Ce que le juge peut ordonner
Le juge peut imposer des astreintes, c’est-à-dire des pénalités financières par jour de retard pour inciter l’autre partie à s’exécuter rapidement. Par exemple, 500 € par jour de retard tant que les travaux ne sont pas terminés. C’est un levier puissant.
Comment mettre fin au contrat si l’autre ne l’exécute pas ?
La résolution du contrat met fin à la relation contractuelle et efface rétroactivement les obligations des deux parties. Elle s’obtient de trois façons différentes. Soit par clause résolutoire prévue dans le contrat lui-même, qui s’active automatiquement en cas de manquement. Soit par une notification unilatérale à l’autre partie en cas d’inexécution grave. Soit par une décision de justice prononcée par le juge à la demande de la partie lésée.
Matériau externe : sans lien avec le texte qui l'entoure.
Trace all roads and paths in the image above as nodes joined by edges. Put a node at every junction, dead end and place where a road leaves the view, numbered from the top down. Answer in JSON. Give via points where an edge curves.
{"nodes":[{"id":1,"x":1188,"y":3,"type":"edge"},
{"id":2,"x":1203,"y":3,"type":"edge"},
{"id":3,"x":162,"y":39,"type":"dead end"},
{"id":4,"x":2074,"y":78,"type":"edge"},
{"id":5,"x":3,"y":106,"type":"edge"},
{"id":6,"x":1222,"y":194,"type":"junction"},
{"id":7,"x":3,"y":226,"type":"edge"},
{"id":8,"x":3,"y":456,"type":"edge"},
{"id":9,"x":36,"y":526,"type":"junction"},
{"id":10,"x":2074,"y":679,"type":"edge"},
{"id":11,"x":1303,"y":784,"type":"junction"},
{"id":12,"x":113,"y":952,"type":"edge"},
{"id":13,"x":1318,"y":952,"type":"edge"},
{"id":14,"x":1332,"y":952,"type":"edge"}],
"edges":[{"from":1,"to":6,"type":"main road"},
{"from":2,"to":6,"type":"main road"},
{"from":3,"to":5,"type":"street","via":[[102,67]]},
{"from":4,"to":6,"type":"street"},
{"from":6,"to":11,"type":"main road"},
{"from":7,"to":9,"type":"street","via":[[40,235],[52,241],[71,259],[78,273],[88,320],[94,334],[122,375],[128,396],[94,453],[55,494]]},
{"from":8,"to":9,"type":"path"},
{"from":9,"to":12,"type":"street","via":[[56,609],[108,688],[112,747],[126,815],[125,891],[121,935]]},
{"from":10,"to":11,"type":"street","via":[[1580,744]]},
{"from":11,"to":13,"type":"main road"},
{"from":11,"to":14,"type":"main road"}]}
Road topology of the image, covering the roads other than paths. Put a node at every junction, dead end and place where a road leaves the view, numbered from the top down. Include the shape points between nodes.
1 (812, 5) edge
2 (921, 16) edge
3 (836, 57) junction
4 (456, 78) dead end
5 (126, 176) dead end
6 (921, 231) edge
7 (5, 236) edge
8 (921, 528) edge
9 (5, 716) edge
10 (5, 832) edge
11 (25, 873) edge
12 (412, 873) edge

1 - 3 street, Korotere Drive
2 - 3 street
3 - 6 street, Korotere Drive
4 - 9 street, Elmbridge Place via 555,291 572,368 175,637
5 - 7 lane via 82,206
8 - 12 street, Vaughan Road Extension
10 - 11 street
- La résolution est rétroactive : les prestations déjà échangées doivent en principe être restituées
- Elle ne supprime pas le droit aux dommages et intérêts pour le préjudice subi
- Elle est réservée aux manquements suffisamment graves
Peut-on obtenir une réduction du prix payé ?
Oui, c’est une sanction nouvelle introduite par la réforme de 2016, prévue à l’article 1223. Elle s’applique quand le contrat a été exécuté, mais de façon imparfaite. Plutôt que de demander la résolution complète du contrat, vous pouvez accepter la prestation telle quelle et obtenir une réduction de prix proportionnelle à la qualité manquante.
Exemple concret : un artisan refait votre salle de bains mais pose un carrelage différent de celui indiqué dans le devis et le contrat de travaux signés avant le chantier. Plutôt que de tout démolir, vous pouvez accepter et négocier une réduction sur la facture.
Ces recours peuvent-ils se cumuler ?
C’est l’un des grands atouts de l’article 1217. Plusieurs sanctions peuvent être demandées simultanément, à condition qu’elles ne soient pas incompatibles entre elles.
Les combinaisons possibles
Vous pouvez suspendre vos propres obligations et demander des dommages et intérêts. Vous pouvez demander la résolution et des dommages et intérêts pour le préjudice lié à la rupture du contrat. Ce que vous ne pouvez pas faire, c’est demander à la fois l’exécution forcée et la résolution du même contrat, car elles s’excluent mutuellement.
Quand les dommages et intérêts s’ajoutent
Les dommages et intérêts peuvent toujours s’ajouter aux autres sanctions. Même si vous obtenez l’exécution forcée, vous pouvez aussi réclamer une indemnisation pour le préjudice causé par le retard ou par la mauvaise exécution partielle. Une fois la condamnation obtenue, encore faut-il que la somme soit effectivement versée : le mode de calcul et les modalités pour percevoir des dommages et intérêts après jugement répondent à des règles précises.
Que faire concrètement si un contrat n’est pas respecté ?
Ne pas rester passif est la règle numéro un. Voici les étapes logiques à suivre.
- Envoyez d’abord une mise en demeure par lettre recommandée avec accusé de réception, qui précise l’obligation non respectée et donne un délai pour remédier à la situation
- Conservez toutes les preuves du manquement : échanges de mails, photos, témoignages, devis non respectés
- Consultez un avocat spécialisé pour choisir la sanction la plus adaptée à votre situation et à vos objectifs
La mise en demeure est souvent suffisante pour débloquer une situation. Si ce n’est pas le cas, le juge dispose de tous les outils nécessaires pour rétablir l’équilibre.